Dayle Lymoine Robertson (July 14, 1923February 27, 2013) was an American actor best known for his starring roles on television. He played the roving investigator Jim Hardie in the television series Tales of Wells Fargo and railroad owner Ben Calhoun in Iron Horse. He often was presented as a deceptively thoughtful but modest Western hero. From 1968 to 1970, Robertson was the fourth and final host of the anthology series Death Valley Days. Described by Time magazine in 1959 as "probably the best horseman on television", for most of his career, Robertson played in western films and television shows—well over 60 titles in all.

Early life
Born in 1923 to Melvin and Vervel Robertson in Harrah, Oklahoma, Robertson fought as a professional boxer while enrolled in the Oklahoma Military Academy in Claremore.
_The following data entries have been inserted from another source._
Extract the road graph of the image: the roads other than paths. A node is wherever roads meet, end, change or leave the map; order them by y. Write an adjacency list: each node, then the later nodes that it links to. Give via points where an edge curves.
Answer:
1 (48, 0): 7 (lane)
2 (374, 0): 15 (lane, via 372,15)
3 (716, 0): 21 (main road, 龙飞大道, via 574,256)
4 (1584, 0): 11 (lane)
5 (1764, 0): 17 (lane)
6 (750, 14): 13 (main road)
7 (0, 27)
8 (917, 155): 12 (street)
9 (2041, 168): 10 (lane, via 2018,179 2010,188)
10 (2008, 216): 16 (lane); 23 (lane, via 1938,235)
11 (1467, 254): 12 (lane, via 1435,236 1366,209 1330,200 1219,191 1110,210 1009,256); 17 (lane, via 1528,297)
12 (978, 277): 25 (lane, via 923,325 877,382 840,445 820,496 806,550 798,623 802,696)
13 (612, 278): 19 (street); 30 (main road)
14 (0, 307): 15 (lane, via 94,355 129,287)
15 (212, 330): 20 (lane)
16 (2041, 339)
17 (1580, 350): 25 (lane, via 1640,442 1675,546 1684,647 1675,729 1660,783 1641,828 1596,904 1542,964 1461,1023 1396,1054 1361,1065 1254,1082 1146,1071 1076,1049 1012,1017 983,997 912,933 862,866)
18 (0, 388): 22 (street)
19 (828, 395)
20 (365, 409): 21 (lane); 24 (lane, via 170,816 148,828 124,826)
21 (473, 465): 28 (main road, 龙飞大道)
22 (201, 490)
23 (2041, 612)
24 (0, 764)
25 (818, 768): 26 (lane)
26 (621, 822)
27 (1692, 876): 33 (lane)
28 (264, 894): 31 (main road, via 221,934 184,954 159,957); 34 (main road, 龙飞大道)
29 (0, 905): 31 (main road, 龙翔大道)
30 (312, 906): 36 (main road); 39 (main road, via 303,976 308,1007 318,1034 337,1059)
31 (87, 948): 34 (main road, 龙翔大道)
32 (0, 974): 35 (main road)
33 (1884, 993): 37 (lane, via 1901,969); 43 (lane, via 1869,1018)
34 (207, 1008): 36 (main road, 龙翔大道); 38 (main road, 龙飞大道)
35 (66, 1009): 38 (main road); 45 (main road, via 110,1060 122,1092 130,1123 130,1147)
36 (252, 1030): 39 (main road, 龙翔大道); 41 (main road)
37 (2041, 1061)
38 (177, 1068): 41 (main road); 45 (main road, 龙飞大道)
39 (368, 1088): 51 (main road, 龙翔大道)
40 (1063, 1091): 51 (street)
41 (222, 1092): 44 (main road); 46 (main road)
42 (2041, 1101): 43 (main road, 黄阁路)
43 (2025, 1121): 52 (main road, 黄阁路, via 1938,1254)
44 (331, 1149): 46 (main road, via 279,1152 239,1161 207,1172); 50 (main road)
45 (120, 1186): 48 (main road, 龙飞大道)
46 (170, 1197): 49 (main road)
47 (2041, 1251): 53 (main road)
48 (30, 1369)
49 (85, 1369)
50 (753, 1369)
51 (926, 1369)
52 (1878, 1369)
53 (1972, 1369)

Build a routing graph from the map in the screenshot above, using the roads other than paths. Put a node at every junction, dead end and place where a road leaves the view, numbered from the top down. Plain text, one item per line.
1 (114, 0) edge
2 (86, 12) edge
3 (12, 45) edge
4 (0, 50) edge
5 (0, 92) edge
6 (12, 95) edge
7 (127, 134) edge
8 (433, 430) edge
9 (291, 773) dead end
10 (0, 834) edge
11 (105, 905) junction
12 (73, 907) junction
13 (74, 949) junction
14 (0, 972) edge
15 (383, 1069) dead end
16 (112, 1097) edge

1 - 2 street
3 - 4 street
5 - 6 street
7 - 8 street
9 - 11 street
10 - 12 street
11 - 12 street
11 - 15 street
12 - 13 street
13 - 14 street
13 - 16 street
During this time Columbia Pictures offered to test Robertson for the lead in their film version of Golden Boy, but Robertson turned down the trip to Hollywood for a screen test.  He didn't want to leave the ponies he was training, nor his home, and the role went to William Holden.

World War II
During World War II, he was commissioned through Officer Candidate School, and served in the United States Army 322nd Combat Engineer Battalion of the 97th Infantry Division in Europe. He was wounded twice and was awarded the Bronze and Silver Star medals.

Career

Early roles
Robertson began his acting career by chance when he was in the United States Army. When he was stationed at San Luis Obispo, California, Robertson's mother asked him to have a portrait taken for her because she didn't have one; so he and several other soldiers went to Hollywood to find a photographer. A large copy of his photo was displayed in his mother's living room window. He found himself receiving letters from film agents who wished to represent him. After the war, Robertson's war wounds prevented him from resuming his boxing career. He stayed in California to try his hand at acting. Hollywood actor Will Rogers Jr., gave him this advice: "Don't ever take a dramatic lesson. They will try to put your voice in a dinner jacket, and people like their hominy and grits in everyday clothes." Robertson thereafter avoided formal acting lessons.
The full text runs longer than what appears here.